Pull every line containing the word "paths" from the records.

== DATA IN THIS EXERCISE ==

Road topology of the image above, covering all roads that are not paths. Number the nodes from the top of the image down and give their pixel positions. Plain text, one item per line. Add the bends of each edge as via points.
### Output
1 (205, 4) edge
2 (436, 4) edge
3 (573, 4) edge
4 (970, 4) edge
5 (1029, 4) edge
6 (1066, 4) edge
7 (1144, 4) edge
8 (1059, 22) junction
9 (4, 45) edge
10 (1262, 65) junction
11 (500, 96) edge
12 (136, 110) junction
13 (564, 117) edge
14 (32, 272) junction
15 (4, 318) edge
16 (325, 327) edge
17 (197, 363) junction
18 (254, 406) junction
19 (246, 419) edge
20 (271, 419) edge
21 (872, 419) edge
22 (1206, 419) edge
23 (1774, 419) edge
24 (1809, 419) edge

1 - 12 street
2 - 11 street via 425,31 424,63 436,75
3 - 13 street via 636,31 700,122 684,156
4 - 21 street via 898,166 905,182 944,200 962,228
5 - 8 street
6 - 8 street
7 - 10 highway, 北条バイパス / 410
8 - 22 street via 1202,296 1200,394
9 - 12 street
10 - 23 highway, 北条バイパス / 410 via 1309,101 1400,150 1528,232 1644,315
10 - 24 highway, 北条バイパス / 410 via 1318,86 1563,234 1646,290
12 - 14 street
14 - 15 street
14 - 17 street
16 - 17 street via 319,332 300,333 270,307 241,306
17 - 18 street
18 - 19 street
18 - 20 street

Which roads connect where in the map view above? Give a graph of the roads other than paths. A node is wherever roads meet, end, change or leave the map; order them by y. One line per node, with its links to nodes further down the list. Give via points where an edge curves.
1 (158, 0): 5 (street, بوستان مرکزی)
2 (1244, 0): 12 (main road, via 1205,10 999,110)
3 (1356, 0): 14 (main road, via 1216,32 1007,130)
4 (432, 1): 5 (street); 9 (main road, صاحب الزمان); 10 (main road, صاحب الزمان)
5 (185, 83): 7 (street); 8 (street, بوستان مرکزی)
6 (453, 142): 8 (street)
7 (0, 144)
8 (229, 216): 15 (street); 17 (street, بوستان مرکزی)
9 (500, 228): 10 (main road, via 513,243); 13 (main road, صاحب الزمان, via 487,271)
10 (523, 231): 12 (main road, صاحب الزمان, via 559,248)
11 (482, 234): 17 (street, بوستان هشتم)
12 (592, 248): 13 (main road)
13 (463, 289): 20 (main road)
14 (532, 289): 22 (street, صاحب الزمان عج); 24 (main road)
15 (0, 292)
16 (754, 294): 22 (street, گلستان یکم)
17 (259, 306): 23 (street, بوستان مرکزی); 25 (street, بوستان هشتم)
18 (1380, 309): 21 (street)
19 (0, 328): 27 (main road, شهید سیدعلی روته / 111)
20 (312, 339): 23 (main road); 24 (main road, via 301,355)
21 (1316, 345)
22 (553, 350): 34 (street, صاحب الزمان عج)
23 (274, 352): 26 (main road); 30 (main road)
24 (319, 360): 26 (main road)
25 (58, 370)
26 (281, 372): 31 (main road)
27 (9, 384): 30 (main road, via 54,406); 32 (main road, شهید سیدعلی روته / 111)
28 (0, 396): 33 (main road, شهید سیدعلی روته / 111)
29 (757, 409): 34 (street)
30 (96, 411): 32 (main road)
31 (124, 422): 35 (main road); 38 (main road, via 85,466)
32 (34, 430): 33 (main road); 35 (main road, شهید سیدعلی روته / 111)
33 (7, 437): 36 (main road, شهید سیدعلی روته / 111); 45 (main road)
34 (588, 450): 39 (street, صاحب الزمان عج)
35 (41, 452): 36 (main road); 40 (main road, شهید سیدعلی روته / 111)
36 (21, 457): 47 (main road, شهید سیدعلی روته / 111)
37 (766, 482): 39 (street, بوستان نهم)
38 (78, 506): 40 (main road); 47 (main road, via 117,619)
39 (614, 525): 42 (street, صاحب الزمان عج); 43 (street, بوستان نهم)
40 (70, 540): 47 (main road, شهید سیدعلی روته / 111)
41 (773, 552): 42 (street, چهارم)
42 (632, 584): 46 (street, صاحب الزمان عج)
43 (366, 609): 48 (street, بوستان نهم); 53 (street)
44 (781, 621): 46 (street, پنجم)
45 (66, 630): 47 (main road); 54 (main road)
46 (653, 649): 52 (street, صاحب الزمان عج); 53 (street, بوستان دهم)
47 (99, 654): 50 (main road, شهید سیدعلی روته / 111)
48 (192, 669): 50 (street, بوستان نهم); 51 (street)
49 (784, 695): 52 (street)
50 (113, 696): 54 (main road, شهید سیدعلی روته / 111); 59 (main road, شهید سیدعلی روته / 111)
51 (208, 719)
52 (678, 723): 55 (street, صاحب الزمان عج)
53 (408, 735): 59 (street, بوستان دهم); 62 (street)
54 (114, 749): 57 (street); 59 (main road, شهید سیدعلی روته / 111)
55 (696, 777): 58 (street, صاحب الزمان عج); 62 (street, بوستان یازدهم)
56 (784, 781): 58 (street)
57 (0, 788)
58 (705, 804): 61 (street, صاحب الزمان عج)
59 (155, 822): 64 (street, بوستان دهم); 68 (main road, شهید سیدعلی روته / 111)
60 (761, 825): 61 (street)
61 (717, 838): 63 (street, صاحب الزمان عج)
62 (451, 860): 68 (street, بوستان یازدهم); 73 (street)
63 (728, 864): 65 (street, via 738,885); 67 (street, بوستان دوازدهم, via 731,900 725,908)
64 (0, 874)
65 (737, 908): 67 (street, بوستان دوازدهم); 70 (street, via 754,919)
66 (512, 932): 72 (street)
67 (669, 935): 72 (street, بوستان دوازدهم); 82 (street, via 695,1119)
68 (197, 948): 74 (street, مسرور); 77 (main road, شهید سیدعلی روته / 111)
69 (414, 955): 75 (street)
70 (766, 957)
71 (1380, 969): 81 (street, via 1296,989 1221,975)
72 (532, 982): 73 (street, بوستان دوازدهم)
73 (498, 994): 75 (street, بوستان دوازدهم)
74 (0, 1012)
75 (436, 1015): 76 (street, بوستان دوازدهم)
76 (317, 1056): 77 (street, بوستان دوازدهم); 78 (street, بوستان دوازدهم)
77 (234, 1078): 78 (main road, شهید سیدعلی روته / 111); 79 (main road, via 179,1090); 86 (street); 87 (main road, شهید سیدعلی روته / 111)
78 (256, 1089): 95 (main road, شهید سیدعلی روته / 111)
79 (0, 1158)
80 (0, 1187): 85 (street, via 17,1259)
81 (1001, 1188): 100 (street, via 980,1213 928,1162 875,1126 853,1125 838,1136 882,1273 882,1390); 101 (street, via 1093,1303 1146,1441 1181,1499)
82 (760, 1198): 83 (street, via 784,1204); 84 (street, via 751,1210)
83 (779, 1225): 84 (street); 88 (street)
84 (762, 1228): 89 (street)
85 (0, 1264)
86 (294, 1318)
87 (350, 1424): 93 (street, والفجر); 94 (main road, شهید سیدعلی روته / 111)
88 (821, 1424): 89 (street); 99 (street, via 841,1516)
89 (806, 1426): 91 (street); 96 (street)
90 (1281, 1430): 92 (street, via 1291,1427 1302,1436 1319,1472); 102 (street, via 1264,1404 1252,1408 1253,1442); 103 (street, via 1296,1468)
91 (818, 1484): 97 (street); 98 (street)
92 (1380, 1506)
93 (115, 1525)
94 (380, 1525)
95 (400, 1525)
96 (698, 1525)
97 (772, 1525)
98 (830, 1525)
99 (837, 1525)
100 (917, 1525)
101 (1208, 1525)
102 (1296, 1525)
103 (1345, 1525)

===

REPLY:
Road topology of the image above, covering all roads that are not paths. Number the nodes from the top of the image down and give their pixel positions. Plain text, one item per line. Add the bends of each edge as via points.
Which roads connect where in the map view above? Give a graph of the roads other than paths. A node is wherever roads meet, end, change or leave the map; order them by y. One line per node, with its links to nodes further down the list. Give via points where an edge curves.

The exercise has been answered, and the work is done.